2012年の発電量を起点にした場合、2040年には世界全体の発電電力量が約1.9倍に増加すると見られています。しかし、現在の主要なエネルギー資源となっている石油は、産油地である中近東の不安定な政情に影響されるため、埋蔵量が豊富な石炭がエネルギー資源として再び注目されています。

 

石炭を燃焼させると窒素酸化物(NOx)や硫黄酸化物(SOx)、ばいじん(DUST)が発生します。そのため、日本が高度成長期にあった頃には大気汚染が深刻な問題となっていました。しかし、過去数十年以上にわたって排ガス処理などの環境対策技術や効率的な燃焼方法を開発したりして環境への負荷を低減する努力を行ってきた結果、日本の石炭火力発電は、世界の石炭火力から群を抜いて突出した高い技術力を身につけました。
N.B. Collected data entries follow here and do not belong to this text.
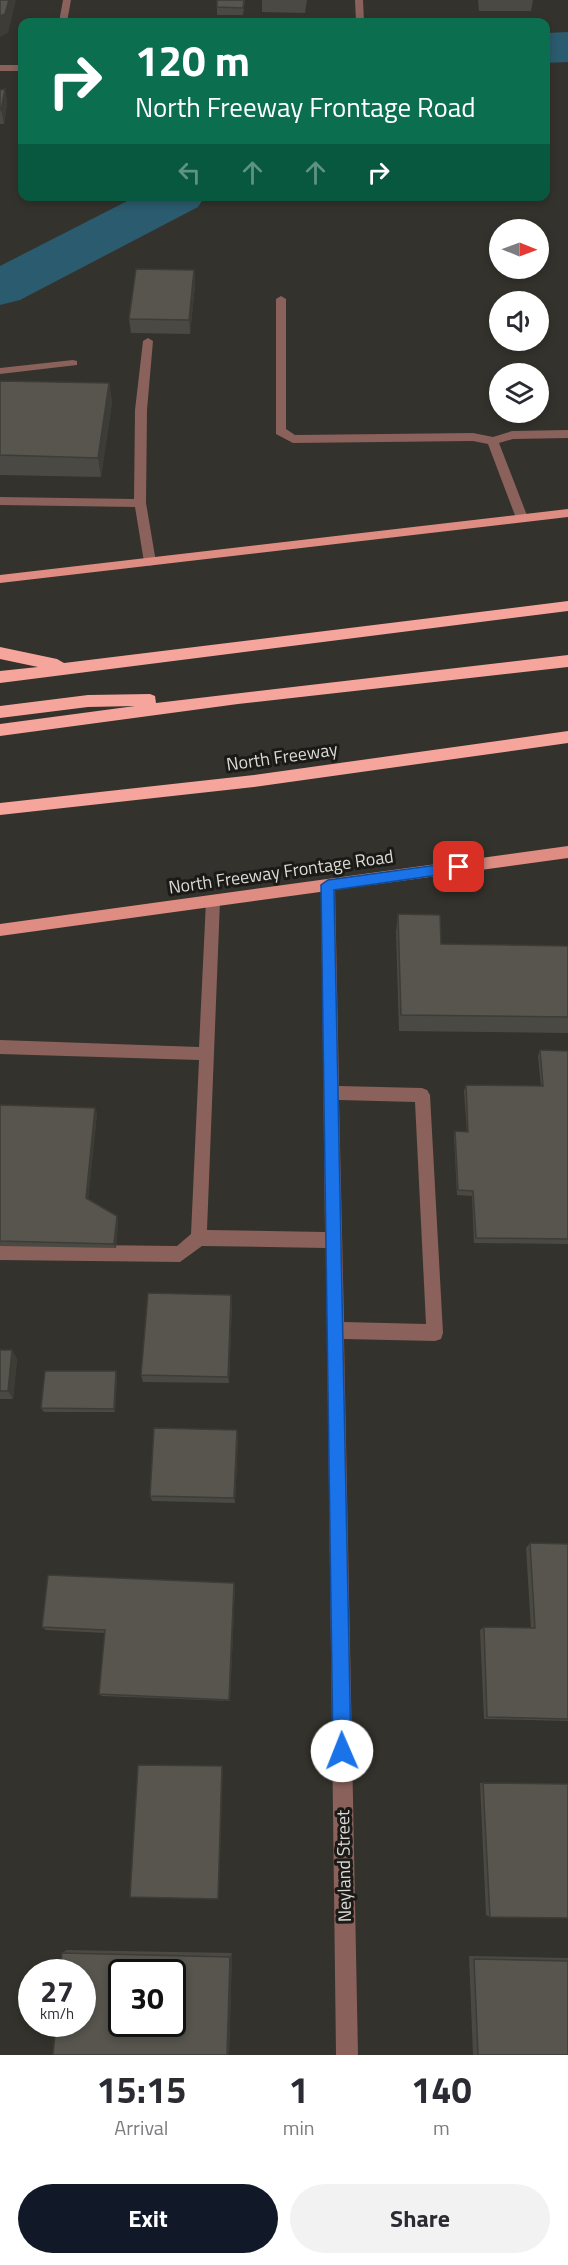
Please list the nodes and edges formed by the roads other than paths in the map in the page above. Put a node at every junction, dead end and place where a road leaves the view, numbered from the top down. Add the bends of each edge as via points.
1 (67, 0) edge
2 (359, 0) edge
3 (64, 18) edge
4 (360, 18) edge
5 (0, 68) edge
6 (18, 68) edge
7 (281, 299) dead end
8 (148, 341) dead end
9 (73, 363) dead end
10 (0, 371) edge
11 (568, 434) edge
12 (493, 441) junction
13 (0, 501) edge
14 (140, 503) junction
15 (568, 513) edge
16 (522, 518) junction
17 (150, 562) junction
18 (0, 579) edge
19 (568, 606) edge
20 (0, 653) edge
21 (568, 661) edge
22 (70, 668) junction
23 (0, 677) edge
24 (238, 698) junction
25 (0, 712) edge
26 (0, 730) edge
27 (568, 737) edge
28 (0, 809) edge
29 (568, 852) edge
30 (328, 885) junction
31 (213, 901) junction
32 (0, 930) edge
33 (0, 1047) edge
34 (207, 1054) junction
35 (331, 1093) junction
36 (199, 1238) junction
37 (334, 1240) junction
38 (0, 1252) edge
39 (335, 1330) junction
40 (347, 2055) edge

1 - 3 street
2 - 4 street
5 - 6 street
7 - 12 street via 280,431 285,435 292,439 473,437
8 - 14 street via 141,410
9 - 10 street
11 - 12 street via 512,435
12 - 16 street
13 - 14 street
14 - 17 street
15 - 16 main road
16 - 17 main road
17 - 18 main road
19 - 22 highway
20 - 22 highway
21 - 24 highway
22 - 23 highway
24 - 25 highway via 88,701
24 - 26 highway
27 - 28 highway, North Freeway via 254,781
29 - 30 main road, North Freeway Frontage Road
30 - 31 main road, North Freeway Frontage Road
30 - 35 street, Neyland Street
31 - 32 main road, North Freeway Frontage Road
31 - 34 street
33 - 34 street
34 - 36 street
35 - 37 street, Neyland Street
35 - 39 street via 422,1095 435,1333
36 - 37 street
36 - 38 street via 180,1254
37 - 39 street, Neyland Street
39 - 40 street, Neyland Street

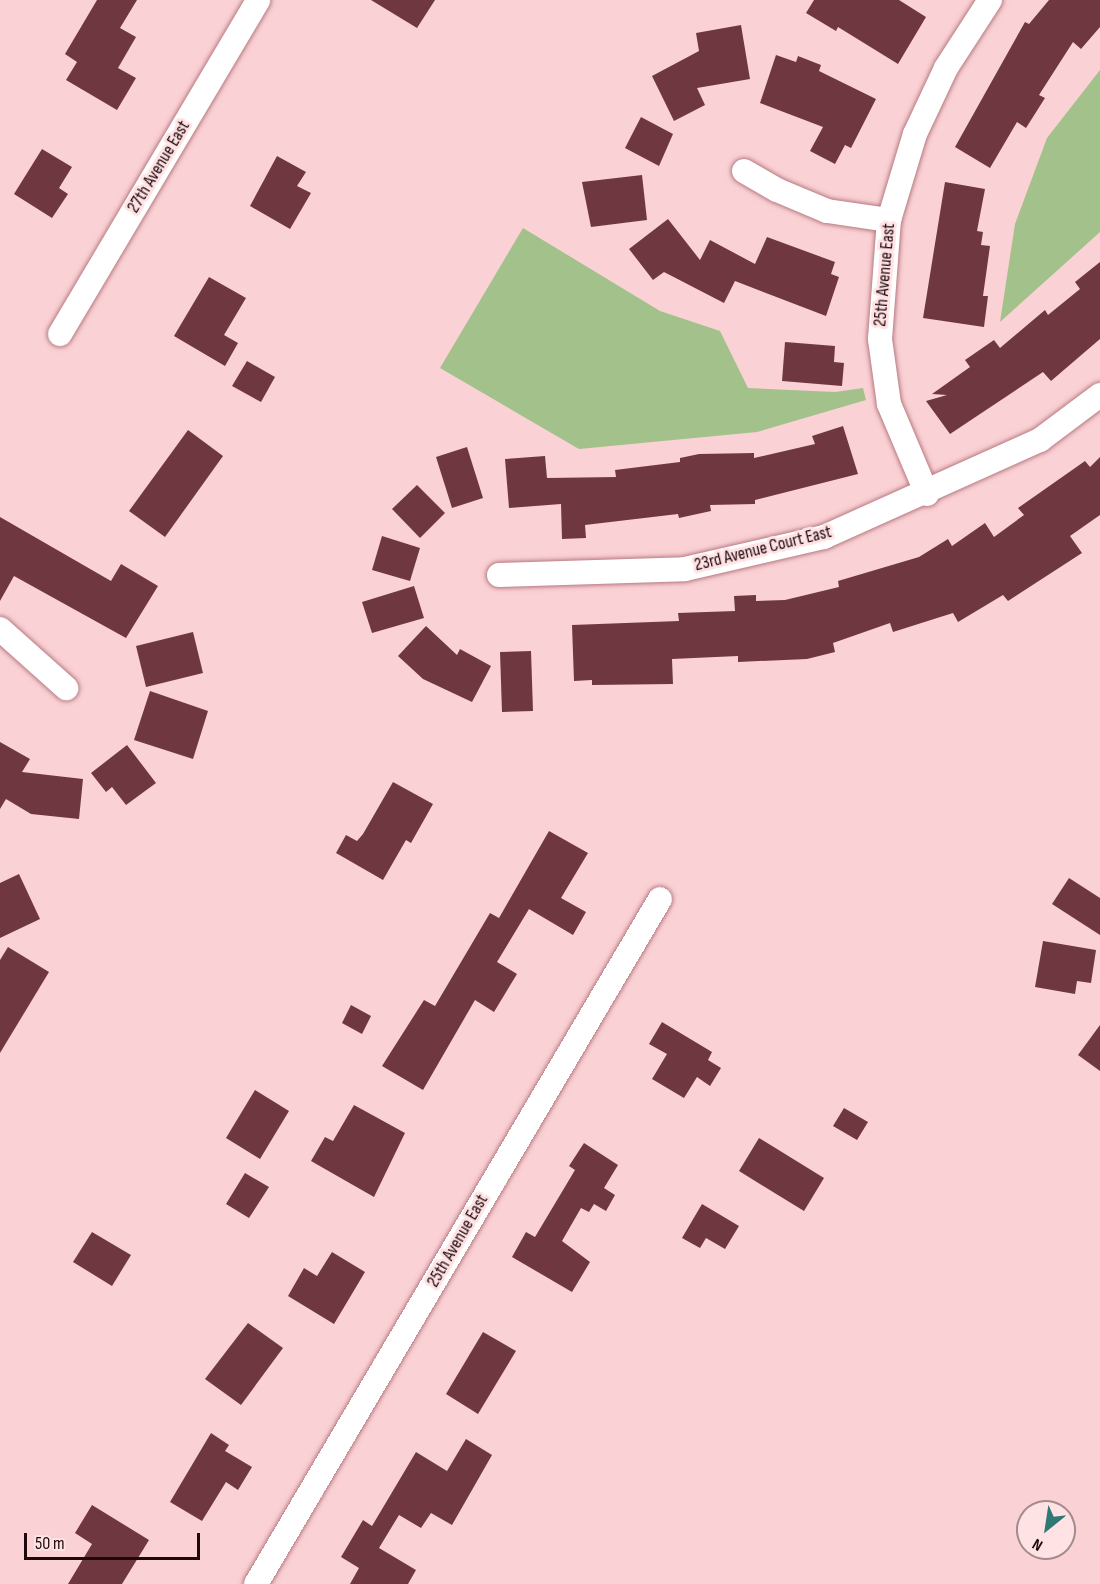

石炭燃焼の「黒い煙」が出るどころか、非常に低いレベルまで有害物質を低減した排ガスとすることができるようになったのです。窒素酸化物や硫黄酸化物の排出量は、他の先進国と比較しても一桁低くなっていると言われています。

 

一方で石炭火力発電により発生する二酸化炭素(CO2)などの温室効果ガスはどうでしょうか。人々の生活に一定量の電気消費が必要とした場合、発生する温室効果ガスの量を少しでも削減するためには、省エネルギーに努める他に効率的に電気を作って、化石燃料の使用量を少しでも減らすことが肝要です。

 

温室効果ガスのうち燃焼によって発生する二酸化炭素(CO2)は、同じ電気をつくる場合、天然ガスと比べると石炭は2倍近くになります。しかし、日本の石炭火力発電では蒸気タービンの圧力や温度を超臨界圧発電システム(A-USC : Advanced Ultra-Supercritical)という極限まで上昇させる方法で、非常に高い発電効率を実現します。仮定として、この日本の最高水準の発電性能を排出量の多いアメリカ、中国、インドに適用すると、日本のCO2総排出量よりも多い、約15.2t-CO2の削減ができるとの試算もあります。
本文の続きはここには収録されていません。